Identificar a los supervivientes a través de un registro que nos puede aportar datos muy valiosos a nivel epidemiológico y para investigación, y conocer sus necesidades físicas, emocionales, sociales y laborales. Además, hemos creado una campaña, denominada Diario de vida, en la que recogemos historias de supervivientes que se publicarán en un libro y online. No imaginas qué testimonios tan inspiradores, qué capacidad de supervivencia tenemos los seres humanos...

Las consecuencias del cáncer también necesitan ser tratadas...

Exacto. Antes no había supervivientes, y ahora empieza a haberlos y estamos viendo e identificando sus necesidades. Queremos ponerlas sobre la mesa para darles una atención sanitaria específica. Diarreas crónicas, linfedemas, hinchazón en los brazos... eso te impide trabajar y desarrollar tu vida. Es necesario un experto que pueda atenderte, buscar calidad de vida.

¿El reto actual es cambiar el enfoque, pensar no solo en enfermos sino también en supervivientes?

Sí. No quiero que otras mujeres no puedan ser madres si lo desean. Hace 22 años lo importante era salvar la vida: hoy te informan de que puedes congelar ovocitos por si más adelante quieres serlo. Debería hacerse por protocolo, para que los que vengan detrás sufran un poquito menos.

¿Qué importancia le das a la comunicación paciente-doctor?

Es fundamental. Exigimos a los oncólogos que sean muchas cosas y lo que hay que pedir son equipos multidisciplinares. En mi época no había psicooncólogos ni podías contar con nutricionistas. En un cáncer de mama, un ginecólogo, un nutricionista y un psicooncólogo deberían tomar decisiones conjuntas.

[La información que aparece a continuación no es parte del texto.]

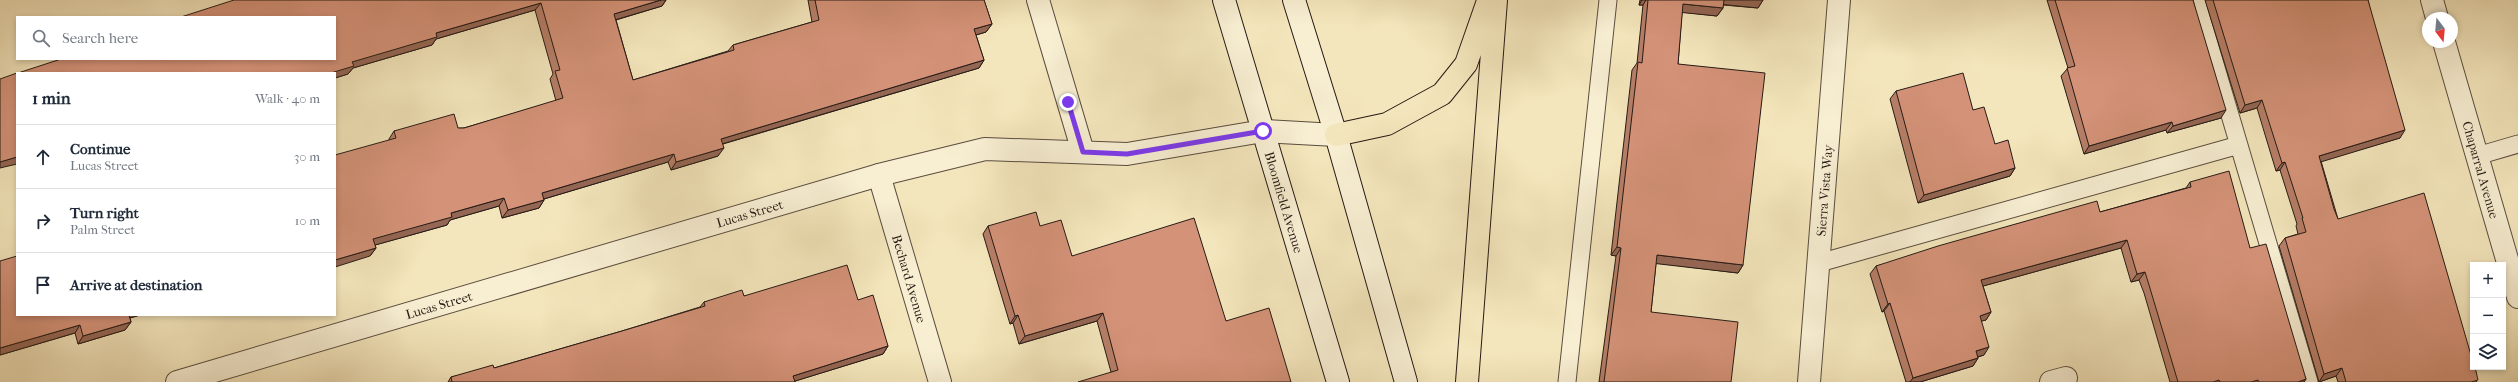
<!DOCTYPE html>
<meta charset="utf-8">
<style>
:root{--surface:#fff;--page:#f6f6f7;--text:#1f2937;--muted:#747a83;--line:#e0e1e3}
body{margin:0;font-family:"IM FELL French Canon",serif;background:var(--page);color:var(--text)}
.controls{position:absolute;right:12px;bottom:12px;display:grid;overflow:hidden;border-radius:0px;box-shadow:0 2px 6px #0003}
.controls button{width:36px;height:36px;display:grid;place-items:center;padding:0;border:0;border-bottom:1px solid var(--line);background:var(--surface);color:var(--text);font:20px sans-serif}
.compass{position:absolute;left:2422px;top:12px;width:36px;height:36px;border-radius:50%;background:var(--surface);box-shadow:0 2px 6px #0003;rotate:164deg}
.stop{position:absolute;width:12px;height:12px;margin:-9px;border:3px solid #7c3aed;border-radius:50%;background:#fff}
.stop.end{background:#7c3aed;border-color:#fff;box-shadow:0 1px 4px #0008}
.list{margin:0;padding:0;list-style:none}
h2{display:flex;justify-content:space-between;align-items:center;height:52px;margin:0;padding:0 16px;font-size:17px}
h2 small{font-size:13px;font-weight:400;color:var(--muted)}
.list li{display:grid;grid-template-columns:26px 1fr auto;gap:12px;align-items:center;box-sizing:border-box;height:64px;padding:0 16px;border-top:1px solid var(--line)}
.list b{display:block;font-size:15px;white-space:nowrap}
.list p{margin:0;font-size:13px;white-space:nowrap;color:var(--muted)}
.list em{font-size:13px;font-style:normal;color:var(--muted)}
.icon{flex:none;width:22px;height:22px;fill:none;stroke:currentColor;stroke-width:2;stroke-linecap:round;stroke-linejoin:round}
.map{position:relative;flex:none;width:2518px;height:382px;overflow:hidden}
.search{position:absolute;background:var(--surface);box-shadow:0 2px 6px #0003;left:16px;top:16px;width:320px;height:44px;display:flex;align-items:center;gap:10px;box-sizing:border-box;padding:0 14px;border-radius:0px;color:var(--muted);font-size:15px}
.panel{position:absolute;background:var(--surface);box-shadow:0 2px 6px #0003;left:16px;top:72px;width:320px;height:244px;border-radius:0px}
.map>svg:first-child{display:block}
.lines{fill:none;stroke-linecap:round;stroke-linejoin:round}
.service-casing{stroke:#5a4d3f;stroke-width:19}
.minor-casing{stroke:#5a4d3f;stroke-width:24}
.secondary-casing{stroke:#261a15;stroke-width:24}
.motorway-casing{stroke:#261a15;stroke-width:24}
.service{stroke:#f8efd3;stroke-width:17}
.minor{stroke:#f8efd3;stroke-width:22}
.secondary{stroke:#f8efd3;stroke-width:22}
.motorway{stroke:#f4e6bc;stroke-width:22}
.wall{fill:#b67e67;stroke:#261a15}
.shaded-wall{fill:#946654;stroke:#261a15}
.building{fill:#d49278;stroke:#261a15}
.route{stroke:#7c3aed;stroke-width:5}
.labels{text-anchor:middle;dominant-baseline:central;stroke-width:4;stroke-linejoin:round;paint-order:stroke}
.street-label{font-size:13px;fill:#261a15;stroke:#f8efd3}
</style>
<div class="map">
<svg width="2518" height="382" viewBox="0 0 2518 382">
<rect width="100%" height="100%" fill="#f4e6bc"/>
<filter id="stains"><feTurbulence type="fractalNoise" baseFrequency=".005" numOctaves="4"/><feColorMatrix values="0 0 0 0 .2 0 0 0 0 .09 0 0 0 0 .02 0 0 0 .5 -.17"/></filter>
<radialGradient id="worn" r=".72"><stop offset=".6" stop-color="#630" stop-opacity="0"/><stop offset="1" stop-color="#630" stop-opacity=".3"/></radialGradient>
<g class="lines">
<defs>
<path id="service" d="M2196,0L2309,382
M2477,156L2518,144
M1819,263L2239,145
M1567,382L1608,0"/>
<g id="minor">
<path d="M1038,0L1083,152"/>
<path d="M2432,0L2437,18"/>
<path id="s1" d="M2444,42L2518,297"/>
<path id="s2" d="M879,175L940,382"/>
<path id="s3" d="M177,382L879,175L985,149L1127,154L1263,131L1336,135"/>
<path id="s4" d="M1809,382L1839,0"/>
<path d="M2051,382L2066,378"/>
</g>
<g id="secondary">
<path id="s5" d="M1224,0L1338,382"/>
<path d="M1294,0L1336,135L1406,382"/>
</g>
<path id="motorway" d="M1336,135L1387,124L1442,94L1466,64L1488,1
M1467,382L1496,0"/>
</defs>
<use href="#service" class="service-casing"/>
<use href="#minor" class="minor-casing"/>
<use href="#secondary" class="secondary-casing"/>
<use href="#motorway" class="motorway-casing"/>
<use href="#service" class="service"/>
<use href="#minor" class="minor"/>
<use href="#secondary" class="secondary"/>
<use href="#motorway" class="motorway"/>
</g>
<path class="wall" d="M234,0H666L662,6L616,20L633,80L728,51L733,45L812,22L808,0H984L992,24L986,32L976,35L984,60L979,68L723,144L718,156L671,170L668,162L544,199V200L539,208L502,218L499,206L450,220L447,225L375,245L376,248L370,256L389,140V139L394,131L464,128L556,101L550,79L553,74L535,10L436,39L432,45L353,68L348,74L335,78V59Z
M1640,0H1763L1758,8L1723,5V8L1717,16L1682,12L1678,64L1743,265L1738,273L1656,263L1651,312L1731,382H1599L1616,256L1611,255L1632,70L1637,63L1643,5H1639Z
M2047,0H2193L2221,118L2167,133L2166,130L2084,154L2061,76L2068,68Z
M2205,0H2368L2400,138L2321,161L2338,219L2477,382H2338L2336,376L2319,382L2279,246L2285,238L2298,234L2296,226L2297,224L2280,170L2276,171L2257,108L2240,113Z
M1896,91L1973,110L1995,144L2015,168L2010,176L1918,203L1890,99Z
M2190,182L2250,248L2306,379L2304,382H2170L2144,293L2139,280L2131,282L2121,248L1983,286L1991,312L1986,320L1981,321L1984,355L1978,357V358L1973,366L1920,382H1906L1884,311L1882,312L1870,274L1876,266L2100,212L2186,188Z
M988,226H1040L1072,256L1226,321L1291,382L1111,372L1097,321L1019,344L1013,323L1010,324L983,234Z
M0,261L17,315H140L130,318L131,322L125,330L78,344L75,333L0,355Z
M744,296L858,300L888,346L883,354L795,381V382H448L451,377L494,368L622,331L700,307L704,302Z"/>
<path class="shaded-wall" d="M661,0H666L662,6L608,22L614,14Z
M1642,0H1646L1643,5H1639Z
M1721,0H1763L1758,8L1718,4Z
M541,3L535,10L436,39L432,45L353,68L348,74L335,78V73H331L352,62L436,33Z
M1683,4L1723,8L1717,16L1677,12Z
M992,24L986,32L969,37L974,29Z
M984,60L979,68L715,146L721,139Z
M2262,100L2257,108L2240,113L2245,105Z
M2226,110L2221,118L2167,133L2173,126Z
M2172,122L2166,130L2084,154L2089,146Z
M2405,130L2400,138L2314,164L2319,156Z
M724,148L718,156L671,170L676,162Z
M674,154L668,162L537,201L542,193Z
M17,157V164L0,168V162Z
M2285,162L2280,170L2276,171L2282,163Z
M2015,168L2010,176L1918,203L1924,195Z
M504,198L499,206L450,220L447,225L368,247L373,239L451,213Z
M544,200L539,208L502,218L508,210Z
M2127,240L2121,248L1976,288L1981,280Z
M1617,247L1621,248L1616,256L1611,255Z
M376,248L370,256L335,267V260Z
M1657,255L1743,265L1738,273L1651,263Z
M2145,272L2139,280L2131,282L2137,274Z
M1890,303L1884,311L1882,312L1888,304Z
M1991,312L1986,320L1974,323L1980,316Z
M1103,313L1097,321L1019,344L1025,336Z
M126,315H140L123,320Z
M1018,315L1013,323L1010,324L1015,316Z
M131,322L125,330L78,344L83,336Z
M80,325L75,333L0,355V348Z
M888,346L883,354L792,382L793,376Z
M1989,347L1984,355L1971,359L1976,351Z
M1978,358L1973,366L1920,382H1910L1913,378Z
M2342,368L2336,376L2319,382L2324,374Z
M2306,379L2304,382H2298Z"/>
<path class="building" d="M234,0H661L614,14L633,80L734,50L733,45L819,20L815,0H984L992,24L974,29L984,60L721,139L724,148L676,162L674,154L542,193L544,200L508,210L504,198L451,213L452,217L373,239L376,248L335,260V155L396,138L394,131L454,114L458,128H464L563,98L555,71L560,70L541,3L436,33L437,37L352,62L354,66L331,73H18L61,59H335V17H181Z
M1648,0H1724L1723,8L1683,4L1678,64L1765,73L1743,265L1657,255L1651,312L1738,322L1731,382H1604L1621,248L1617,247L1638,62L1642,63Z
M2055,0H2193L2226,110L2173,126L2172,122L2089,146L2067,68L2075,66Z
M2213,0H2368L2405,130L2319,156L2334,209L2338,219L2424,193L2473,362V367H2475L2478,380L2471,382H2346L2342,368L2324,374L2285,238L2306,232L2302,218H2303L2285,162L2282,163L2262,100L2245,105Z
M17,73V157L0,162V79Z
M1963,73L1973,110L1984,107L1995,144L2008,140L2015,168L1924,195L1896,91Z
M2229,171L2250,248L2266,244L2306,379L2298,382H2259L2258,380L2251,382H2220L2219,380L2213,382H2178L2149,285L2145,272L2137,274L2127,240L1981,280L1991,312L1980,316L1989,347L1976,351L1978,358L1913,378L1890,303L1888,304L1876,266L1938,246L2097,201L2100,212L2191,187L2190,182Z
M1036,212L1040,226L1061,220L1072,256L1194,218L1226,321L1269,308L1291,382H1078L1118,370L1103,313L1025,336L1018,315L1015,316L988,226Z
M17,256V315H129L131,322L83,336L80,325L0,348V261Z
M847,265L858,300L873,295L888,346L793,376L795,382H452L451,377L493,365L494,368L622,331L705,306L704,302L742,290L744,296Z"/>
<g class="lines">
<path class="route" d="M1068,102L1083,152L1127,154L1263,131"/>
</g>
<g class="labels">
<g class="street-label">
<text stroke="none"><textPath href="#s1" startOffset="133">Chaparral Avenue</textPath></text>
<text stroke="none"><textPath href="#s4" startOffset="192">Sierra Vista Way</textPath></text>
<text stroke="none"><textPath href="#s5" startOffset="211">Bloomfield Avenue</textPath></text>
<text stroke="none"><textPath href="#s3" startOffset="597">Lucas Street</textPath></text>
<text stroke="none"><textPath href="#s2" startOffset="108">Bechard Avenue</textPath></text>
<text stroke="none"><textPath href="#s3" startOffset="273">Lucas Street</textPath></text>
</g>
</g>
<rect width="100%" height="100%" filter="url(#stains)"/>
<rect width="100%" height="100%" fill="url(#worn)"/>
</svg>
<div class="controls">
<button>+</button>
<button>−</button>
<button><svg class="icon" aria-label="layers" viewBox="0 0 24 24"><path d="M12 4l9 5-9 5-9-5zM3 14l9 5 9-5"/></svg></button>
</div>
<svg class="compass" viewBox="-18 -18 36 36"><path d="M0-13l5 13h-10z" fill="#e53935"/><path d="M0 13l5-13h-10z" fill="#747a83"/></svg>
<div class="stop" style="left:1263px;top:131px"></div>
<div class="stop end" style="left:1068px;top:102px"></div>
<div class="search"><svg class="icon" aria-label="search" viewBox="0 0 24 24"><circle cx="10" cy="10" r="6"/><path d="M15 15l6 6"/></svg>Search here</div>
<section class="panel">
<h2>1 min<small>Walk · 40 m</small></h2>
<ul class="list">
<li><svg class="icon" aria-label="ahead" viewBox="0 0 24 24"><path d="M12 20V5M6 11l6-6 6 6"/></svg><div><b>Continue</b><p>Lucas Street</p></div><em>30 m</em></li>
<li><svg class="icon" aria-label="right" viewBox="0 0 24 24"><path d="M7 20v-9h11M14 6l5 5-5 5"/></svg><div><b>Turn right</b><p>Palm Street</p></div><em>10 m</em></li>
<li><svg class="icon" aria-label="arrive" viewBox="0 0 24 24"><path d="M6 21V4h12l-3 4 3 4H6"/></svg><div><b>Arrive at destination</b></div></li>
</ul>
</section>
</div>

¿Qué te faltó hace 22 años?

Todo. Alguien que entrara en mi habitación y me dijera que se había curado de cáncer, que se hablara de ello y se dijera la palabra. Había una conspiración de silencio.

¿A qué obstáculos se enfrentan quienes superan la enfermedad?

Al miedo a las recaídas. También afecta al trabajo: hay empresas que no contratan personas con antecedentes de cáncer. Es un error, porque un superviviente desea volver a trabajar, sentirse vivo.

¿Cómo se gestiona el miedo a recaer?

El cáncer es una adversidad más de la vida. Le puedes tener miedo a muchas cosas: una catástrofe, un accidente... Hay que dejar de considerar la adversidad como un paréntesis, porque estos también forman parte de la vida. No es solo que llegue el viernes, el fin de semana, las vacaciones... siempre estamos esperando. Hay que buscar que cada día sea una pequeña vida, con sus cosas buenas y sus cosas malas.

¿Qué sientes al saber que eres un referente para muchas personas?

No me acostumbro a visitar a un paciente y que me diga las horas de psicólogo que se han ahorrado gracias a mi libro. Es como tener una varita mágica: dar esperanza es lo más bonito que puede hacer un ser humano por otro.

Irradias alegría. ¿Cuál es tu receta para transmitir que sí se puede?

Yo también tengo mis ratos, pero tiendo al optimismo y creo que es algo que hay que ejercitar. Hubiera firmado esto hace mucho tiempo. No quiero olvidar que soy una privilegiada y que prometí que si me curaba iba a ser feliz y me iba a dedicar a cumplir sueños.